Well ladies and gentlemen, it's finally here, the day you've all been waiting for... Heart's Desire is available to donwload to your eReader! As the mother of this lovechild, I can tell you that I am very excited about today. I truly hope those who the book touched take a moment and email me --lindsey (dot)writewords(at)yahoo(dot)com-- or leave a review with their thoughts on the story. I love to know what my readers think, and since this is such an emotional book, I hope it reaches you guys on the same level it did me while writing it.

What inspired me to write Heart's Desire?
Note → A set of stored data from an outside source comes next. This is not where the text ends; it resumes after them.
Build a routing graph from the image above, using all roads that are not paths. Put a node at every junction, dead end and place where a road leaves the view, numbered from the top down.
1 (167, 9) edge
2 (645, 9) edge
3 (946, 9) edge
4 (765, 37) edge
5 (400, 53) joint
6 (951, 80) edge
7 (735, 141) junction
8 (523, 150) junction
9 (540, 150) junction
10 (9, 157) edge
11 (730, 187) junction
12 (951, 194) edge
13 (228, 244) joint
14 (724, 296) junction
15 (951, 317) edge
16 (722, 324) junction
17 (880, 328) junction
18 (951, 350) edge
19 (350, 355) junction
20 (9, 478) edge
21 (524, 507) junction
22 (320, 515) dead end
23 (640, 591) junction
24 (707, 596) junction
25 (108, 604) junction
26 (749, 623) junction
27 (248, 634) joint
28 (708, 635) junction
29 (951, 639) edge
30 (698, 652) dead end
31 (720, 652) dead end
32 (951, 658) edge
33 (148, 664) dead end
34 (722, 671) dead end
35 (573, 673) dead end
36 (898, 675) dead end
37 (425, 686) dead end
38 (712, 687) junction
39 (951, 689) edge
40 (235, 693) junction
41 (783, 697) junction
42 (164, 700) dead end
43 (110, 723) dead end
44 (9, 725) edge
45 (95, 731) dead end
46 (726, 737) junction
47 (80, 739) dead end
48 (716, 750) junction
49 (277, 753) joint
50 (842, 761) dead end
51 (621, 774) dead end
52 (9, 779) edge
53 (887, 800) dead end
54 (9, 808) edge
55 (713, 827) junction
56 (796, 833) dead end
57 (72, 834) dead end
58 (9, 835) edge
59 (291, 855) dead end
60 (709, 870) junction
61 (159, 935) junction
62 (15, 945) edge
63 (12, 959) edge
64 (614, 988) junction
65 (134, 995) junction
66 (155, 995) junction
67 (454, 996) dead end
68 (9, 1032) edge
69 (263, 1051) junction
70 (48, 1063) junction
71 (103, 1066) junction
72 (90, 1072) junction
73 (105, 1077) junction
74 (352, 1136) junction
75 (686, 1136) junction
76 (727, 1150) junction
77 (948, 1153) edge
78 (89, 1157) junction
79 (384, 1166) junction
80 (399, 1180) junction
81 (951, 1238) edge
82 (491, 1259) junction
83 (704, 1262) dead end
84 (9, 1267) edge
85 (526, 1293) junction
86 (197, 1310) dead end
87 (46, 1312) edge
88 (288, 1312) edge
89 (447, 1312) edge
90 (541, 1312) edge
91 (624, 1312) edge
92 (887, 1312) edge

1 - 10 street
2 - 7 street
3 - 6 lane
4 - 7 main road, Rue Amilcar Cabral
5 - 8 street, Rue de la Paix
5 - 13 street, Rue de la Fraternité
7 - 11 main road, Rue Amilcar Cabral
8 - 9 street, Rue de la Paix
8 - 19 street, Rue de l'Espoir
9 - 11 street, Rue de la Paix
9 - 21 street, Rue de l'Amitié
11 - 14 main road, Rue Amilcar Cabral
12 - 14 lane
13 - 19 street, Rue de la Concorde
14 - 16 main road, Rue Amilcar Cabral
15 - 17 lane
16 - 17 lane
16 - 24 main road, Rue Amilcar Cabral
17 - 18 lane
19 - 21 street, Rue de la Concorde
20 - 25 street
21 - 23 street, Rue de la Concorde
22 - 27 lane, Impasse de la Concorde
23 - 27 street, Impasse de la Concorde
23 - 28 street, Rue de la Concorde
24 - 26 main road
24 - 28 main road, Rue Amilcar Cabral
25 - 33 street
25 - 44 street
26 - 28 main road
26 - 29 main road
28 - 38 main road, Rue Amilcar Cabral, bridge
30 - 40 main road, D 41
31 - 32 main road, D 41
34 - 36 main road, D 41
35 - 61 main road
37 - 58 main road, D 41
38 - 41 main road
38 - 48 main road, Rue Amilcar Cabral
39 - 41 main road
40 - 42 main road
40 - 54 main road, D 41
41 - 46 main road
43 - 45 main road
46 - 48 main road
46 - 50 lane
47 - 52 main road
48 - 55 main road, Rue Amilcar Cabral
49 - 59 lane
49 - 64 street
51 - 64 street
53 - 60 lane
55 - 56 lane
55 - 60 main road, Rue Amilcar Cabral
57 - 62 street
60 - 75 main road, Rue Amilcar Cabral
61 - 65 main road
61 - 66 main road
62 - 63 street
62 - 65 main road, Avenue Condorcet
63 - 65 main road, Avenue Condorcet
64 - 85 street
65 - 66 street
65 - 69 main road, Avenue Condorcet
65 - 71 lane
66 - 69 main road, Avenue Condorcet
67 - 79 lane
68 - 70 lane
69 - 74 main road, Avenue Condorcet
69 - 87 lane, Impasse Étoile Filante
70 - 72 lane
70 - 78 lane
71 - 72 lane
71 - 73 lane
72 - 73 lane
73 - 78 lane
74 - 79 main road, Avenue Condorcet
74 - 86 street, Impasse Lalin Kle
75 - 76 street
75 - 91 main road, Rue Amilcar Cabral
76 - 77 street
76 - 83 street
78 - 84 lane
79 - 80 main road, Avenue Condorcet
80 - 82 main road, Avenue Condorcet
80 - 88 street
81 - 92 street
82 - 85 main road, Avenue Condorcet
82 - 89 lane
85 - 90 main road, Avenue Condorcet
You know, that's a tough question because there wasn't a dream or a burst of brilliance in the shower like how many of my other stories are born. There was  just the thought of how a man and wife would deal with premature labor and the loss of a child in the medieval ages when causes and cures were unknown. When that thought popped into my head, I knew I had a story and it was one I had to write. Even though I have not personally dealt with such losses, the tale seemed wrenched from me and I felt keenly the pain and confusion of both my characters. Thus how Heart's Desire came to be.
Blurb for Heart's Desire:
During the three years Gareth Havelock was away in France fighting the crusade, his only thought was of the bride he left behind. When the turrets of Waverly appear from the mists, heralding his homecoming, he no longer has to live with only the memories of her. But when her warm welcome suddenly turns cold, Gareth can't help but jump to conclusions.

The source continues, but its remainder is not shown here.